In linguistics, double articulation, duality of patterning, or duality is the fundamental language phenomenon consisting of the use of combinations of a small number of meaningless elements (sounds, that is, phonemes) to produce a large number of meaningful elements (words, actually morphemes). Its name refers to this two-level structure inherent to sign systems, many of which are composed of these two kinds of elements: 1) distinctive but meaningless and 2) significant or meaningful.

Theory
Double articulation refers to the twofold structure of the stream of speech, which can be primarily divided into meaningful signs (like words or morphemes), and then secondarily into distinctive elements (like sounds or phonemes). For example, the meaningful English word "cat" is composed of the sounds /k/, /æ/, and /t/, which are meaningless as separate individual sounds (and which can also be combined to form the separate words "tack" and "act", with distinct meanings). These sounds, called phonemes, represent the secondary and lowest level of articulation in the hierarchy of the organization of speech. Higher, primary, levels of organization (including morphology, syntax, and semantics) govern the combination of these individually meaningless phonemes into meaningful elements.

History
The French concept of double articulation was first introduced by André Martinet in 1949, and elaborated in his Eléments de linguistique générale (1960). The English translation double articulation is a French calque for double articulation (spelled exactly the same in French). It may also be termed duality of patterning.

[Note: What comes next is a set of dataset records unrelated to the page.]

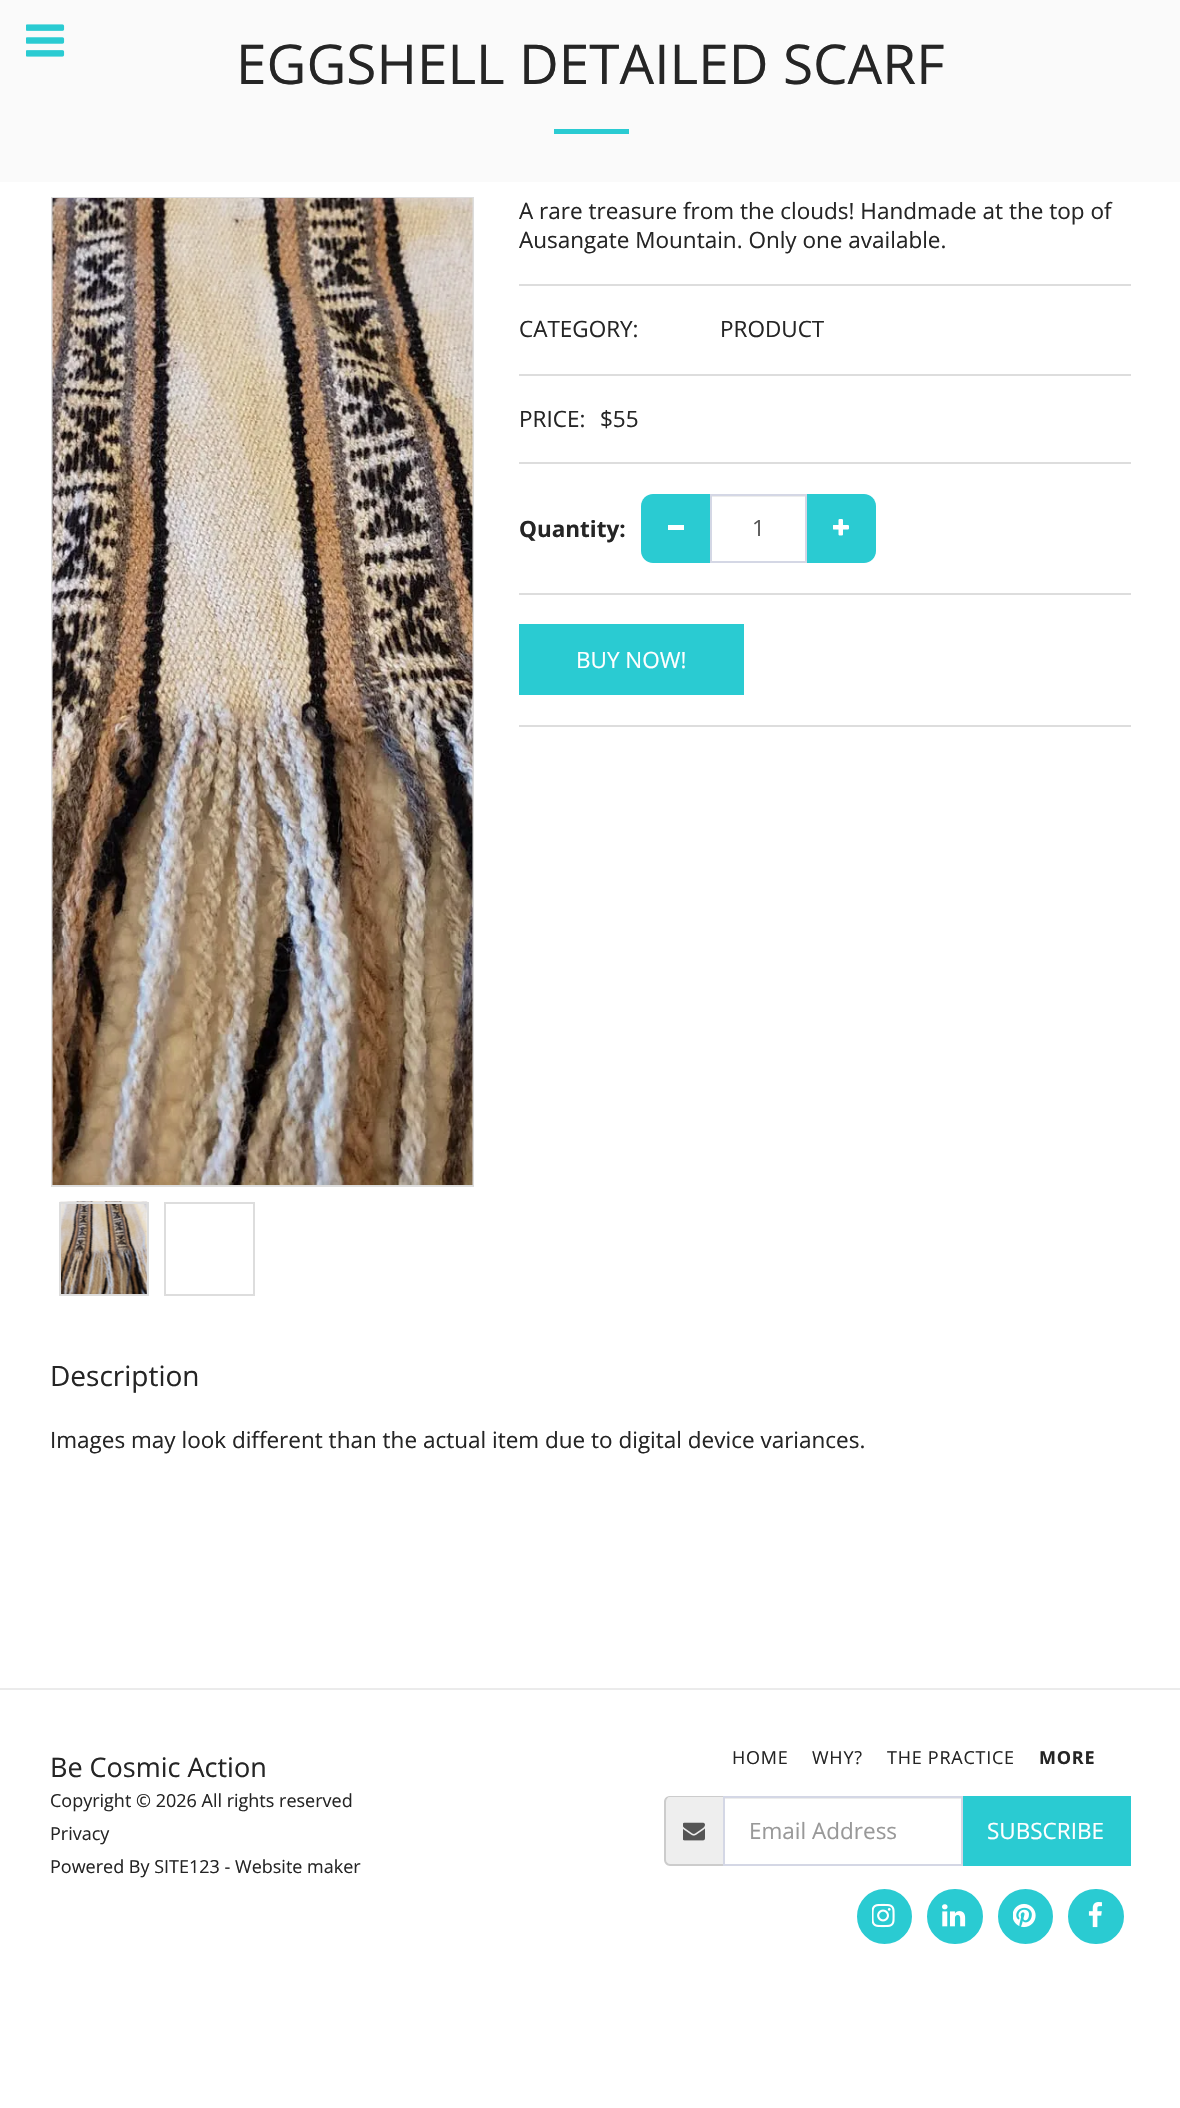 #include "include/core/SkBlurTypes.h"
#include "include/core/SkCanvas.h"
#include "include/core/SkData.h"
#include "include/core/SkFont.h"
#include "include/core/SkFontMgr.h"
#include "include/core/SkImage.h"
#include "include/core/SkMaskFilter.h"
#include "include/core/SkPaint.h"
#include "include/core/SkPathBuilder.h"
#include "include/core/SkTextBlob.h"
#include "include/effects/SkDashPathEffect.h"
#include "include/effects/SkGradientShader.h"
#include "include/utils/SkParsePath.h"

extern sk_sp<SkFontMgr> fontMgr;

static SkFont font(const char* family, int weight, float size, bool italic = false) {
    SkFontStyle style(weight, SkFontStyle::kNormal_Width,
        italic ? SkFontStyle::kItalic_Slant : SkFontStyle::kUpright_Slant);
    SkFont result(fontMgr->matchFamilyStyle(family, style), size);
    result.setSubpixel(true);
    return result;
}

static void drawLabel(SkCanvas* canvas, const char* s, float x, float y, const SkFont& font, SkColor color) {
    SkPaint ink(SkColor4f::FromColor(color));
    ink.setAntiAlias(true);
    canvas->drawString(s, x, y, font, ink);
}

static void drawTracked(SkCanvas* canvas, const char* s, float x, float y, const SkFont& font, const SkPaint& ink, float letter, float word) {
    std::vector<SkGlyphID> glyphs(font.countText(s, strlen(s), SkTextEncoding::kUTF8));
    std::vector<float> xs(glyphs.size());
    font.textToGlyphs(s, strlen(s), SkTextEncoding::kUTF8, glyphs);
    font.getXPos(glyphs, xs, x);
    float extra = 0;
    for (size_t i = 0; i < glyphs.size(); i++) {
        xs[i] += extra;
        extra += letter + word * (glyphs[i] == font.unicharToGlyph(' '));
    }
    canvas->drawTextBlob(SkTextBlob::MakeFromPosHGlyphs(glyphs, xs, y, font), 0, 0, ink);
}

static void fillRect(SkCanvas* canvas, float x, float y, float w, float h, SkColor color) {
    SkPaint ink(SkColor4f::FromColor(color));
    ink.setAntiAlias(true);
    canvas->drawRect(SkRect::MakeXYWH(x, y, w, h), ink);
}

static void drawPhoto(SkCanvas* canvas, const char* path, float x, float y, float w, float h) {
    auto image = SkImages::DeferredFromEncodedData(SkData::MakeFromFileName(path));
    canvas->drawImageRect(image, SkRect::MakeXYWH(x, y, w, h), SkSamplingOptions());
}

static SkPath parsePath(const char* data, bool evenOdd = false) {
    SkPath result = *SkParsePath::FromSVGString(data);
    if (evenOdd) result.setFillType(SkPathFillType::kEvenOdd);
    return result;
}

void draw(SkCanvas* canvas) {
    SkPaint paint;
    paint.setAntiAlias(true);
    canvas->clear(0xFFFFFFFF);
    fillRect(canvas, 0, 0, 1180, 182, 0xFFFAFAFA);
    drawPhoto(canvas, "assets/img1.png", 26, 24, 39, 33);
    SkFont font1 = font("Open Sans", 400, 54.9f);
    drawLabel(canvas, "EGGSHELL DETAILED SCARF", 236, 84, font1, 0xFF252525);
    fillRect(canvas, 554, 129, 75, 5, 0xFF2ACBD2);
    paint.setStroke(true);
    paint.setStrokeWidth(2);
    paint.setColor(0xFFDDDDDD);
    canvas->drawRect(SkRect::MakeXYWH(52, 198, 421, 988), paint);
    drawPhoto(canvas, "assets/img2.png", 52, 198, 421, 987);
    drawPhoto(canvas, "assets/img3.png", 59, 1201, 89, 93);
    canvas->drawRect(SkRect::MakeXYWH(60, 1203, 88, 92), paint);
    canvas->drawRect(SkRect::MakeXYWH(165, 1203, 89, 92), paint);
    SkFont font2 = font("Open Sans", 400, 22.5f);
    drawLabel(canvas, "A rare treasure from the clouds! Handmade at the top of", 519, 219, font2, 0xFF252525);
    drawLabel(canvas, "Ausangate Mountain. Only one available.", 519, 248, font2, 0xFF252525);
    fillRect(canvas, 519, 284, 612, 2, 0xFFDDDDDD);
    drawLabel(canvas, "CATEGORY:", 519, 337, font2, 0xFF252525);
    drawLabel(canvas, "PRODUCT", 720, 337, font2, 0xFF252525);
    fillRect(canvas, 519, 374, 612, 2, 0xFFDDDDDD);
    drawLabel(canvas, "PRICE:", 519, 427, font2, 0xFF252525);
    drawLabel(canvas, "$55", 600, 427, font2, 0xFF252525);
    fillRect(canvas, 519, 462, 612, 2, 0xFFDDDDDD);
    SkFont font3 = font("Open Sans", 700, 22.5f);
    drawLabel(canvas, "Quantity:", 519, 537, font3, 0xFF252525);
    paint.setStroke(false);
    paint.setColor(0xFF2ACBD2);
    canvas->drawPath(parsePath("M653 494H711V563H653C646.5 563 641 557.5 641 551V506C641 499.5 646.5 494 653 494Z"), paint);
    fillRect(canvas, 668, 525, 16, 5, 0xFFFFFFFF);
    fillRect(canvas, 711, 496, 95, 1, 0xFFECECEC);
    canvas->drawPath(parsePath("M806 494H864C870.5 494 876 499.5 876 506V551C876 557.5 870.5 563 864 563H806Z"), paint);
    paint.setStroke(true);
    paint.setColor(0xFFD4D7E5);
    canvas->drawRect(SkRect::MakeXYWH(711, 495, 95, 67), paint);
    drawLabel(canvas, "1", 752, 536, font2, 0xFF555555);
    drawPhoto(canvas, "assets/img4.png", 833, 519, 16, 17);
    fillRect(canvas, 519, 593, 612, 2, 0xFFDDDDDD);
    fillRect(canvas, 519, 624, 225, 71, 0xFF2ACBD2);
    drawLabel(canvas, "BUY NOW!", 576, 668, font2, 0xFFFFFFFF);
    fillRect(canvas, 519, 725, 612, 2, 0xFFDDDDDD);
    SkFont font4 = font("Open Sans", 400, 28);
    drawLabel(canvas, "Description", 50, 1386, font4, 0xFF252525);
    drawLabel(canvas, "Images may look different than the actual item due to digital device variances.", 50, 1448, font2, 0xFF252525);
    fillRect(canvas, 0, 1688, 1180, 2, 0xFFEBEBEB);
    SkFont font5 = font("Open Sans", 400, 27);
    drawLabel(canvas, "Be Cosmic Action", 50, 1777, font5, 0xFF252525);
    SkFont font6 = font("Open Sans", 400, 18);
    drawLabel(canvas, "Copyright © 2026 All rights reserved", 50, 1807, font6, 0xFF252525);
    drawLabel(canvas, "Privacy", 50, 1840, font6, 0xFF252525);
    drawLabel(canvas, "Powered By SITE123 - Website maker", 50, 1873, font6, 0xFF252525);
    paint.setStroke(false);
    paint.setColor(0xFF252525);
    drawTracked(canvas, "HOME", 732, 1764, font6, paint, 0.75f, 0);
    drawTracked(canvas, "WHY?", 812, 1764, font6, paint, 0.75f, 0);
    drawTracked(canvas, "THE PRACTICE", 887, 1764, font6, paint, 0.75f, 0);
    SkFont font7 = font("Open Sans", 700, 18);
    drawTracked(canvas, "MORE", 1039, 1764, font7, paint, 0.75f, 0);
    paint.setColor(0xFFEEEEEE);
    canvas->drawPath(parsePath("M671 1797H723V1865H671C668 1865 666 1863 666 1860V1802C666 1799 668 1797 671 1797Z"), paint);
    paint.setColor(0xFFCCCCCC);
    canvas->drawPath(parsePath("M670 1796H723V1866H670C667 1866 664 1863 664 1860V1802C664 1798 667 1796 670 1796ZM670 1797H723V1864H670C668 1864 666 1862 666 1860V1802C666 1799 668 1797 670 1797Z", true), paint);
    drawPhoto(canvas, "assets/img5.png", 683, 1822, 22, 19);
    fillRect(canvas, 725, 1798, 237, 1, 0xFFECECEC);
    paint.setStroke(true);
    paint.setColor(0xFFD4D7E5);
    canvas->drawRect(SkRect::MakeXYWH(724, 1797, 238, 68), paint);
    drawLabel(canvas, "Email Address", 749, 1839, font2, 0xFF999999);
    fillRect(canvas, 963, 1796, 168, 70, 0xFF2ACBD2);
    drawLabel(canvas, "SUBSCRIBE", 987, 1839, font2, 0xFFFFFFFF);
    paint.setStroke(false);
    paint.setColor(0xFF2ACBD2);
    canvas->drawCircle(884.5f, 1916.5f, 26.5f, paint);
    paint.setStroke(true);
    canvas->drawCircle(884.5f, 1916.5f, 26.5f, paint);
    drawPhoto(canvas, "assets/img6.png", 872, 1903, 23, 25);
    paint.setStroke(false);
    canvas->drawRoundRect(SkRect::MakeXYWH(928, 1890, 54, 53), 26.5f, 26.5f, paint);
    paint.setStroke(true);
    canvas->drawRoundRect(SkRect::MakeXYWH(928, 1890, 54, 53), 26.5f, 26.5f, paint);
    drawPhoto(canvas, "assets/img7.png", 942, 1904, 24, 23);
    paint.setStroke(false);
    canvas->drawCircle(1025.5f, 1916.5f, 26.5f, paint);
    paint.setStroke(true);
    canvas->drawCircle(1025.5f, 1916.5f, 26.5f, paint);
    drawPhoto(canvas, "assets/img8.png", 1013, 1903, 23, 25);
    paint.setStroke(false);
    canvas->drawRoundRect(SkRect::MakeXYWH(1069, 1890, 54, 53), 26.5f, 26.5f, paint);
    paint.setStroke(true);
    canvas->drawRoundRect(SkRect::MakeXYWH(1069, 1890, 54, 53), 26.5f, 26.5f, paint);
    drawPhoto(canvas, "assets/img9.png", 1088, 1902, 14, 26);
}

"Duality of patterning" was proposed by American linguist Charles F. Hockett in a 1958 textbook A course in modern linguistics. The two terms are similar but different, and Hockett and Martinet proposed their concepts independently. Both of them were probably inspired by Danish linguist Louis Hjelmslev's theory of "two planes" of human language. Hjelmslev proposed that human languages have two kinds of planes: planes of plereme ("fullness" in Greek) and planes of ceneme ("emptiness" in Greek). The planes of plereme contain meaningful units, and the planes of ceneme contain meaningless units that make up the meaningful units. For example, the cenemes of spoken language are phonemes, while the pleremes are morphemes or words; the cenemes of alphabetic writing are the letters and the pleremes are the words.

According to Hockett and other linguists, this duality is an important property of human languages, since it allows for the expression of a potentially infinite number of meaningful language sequences. Strictly speaking, however, such expressiveness follows from generativity or productivity (a finite number of components combining via rules to produce a potentially infinite arrangement of novel utterances), not of duality per se (one could have a system with 2 levels of the kind referred to as duality, and yet have only finite productivity). For further discussion, see figurae, as well as Hockett's design features, which treats productivity and duality as distinct essential properties of language.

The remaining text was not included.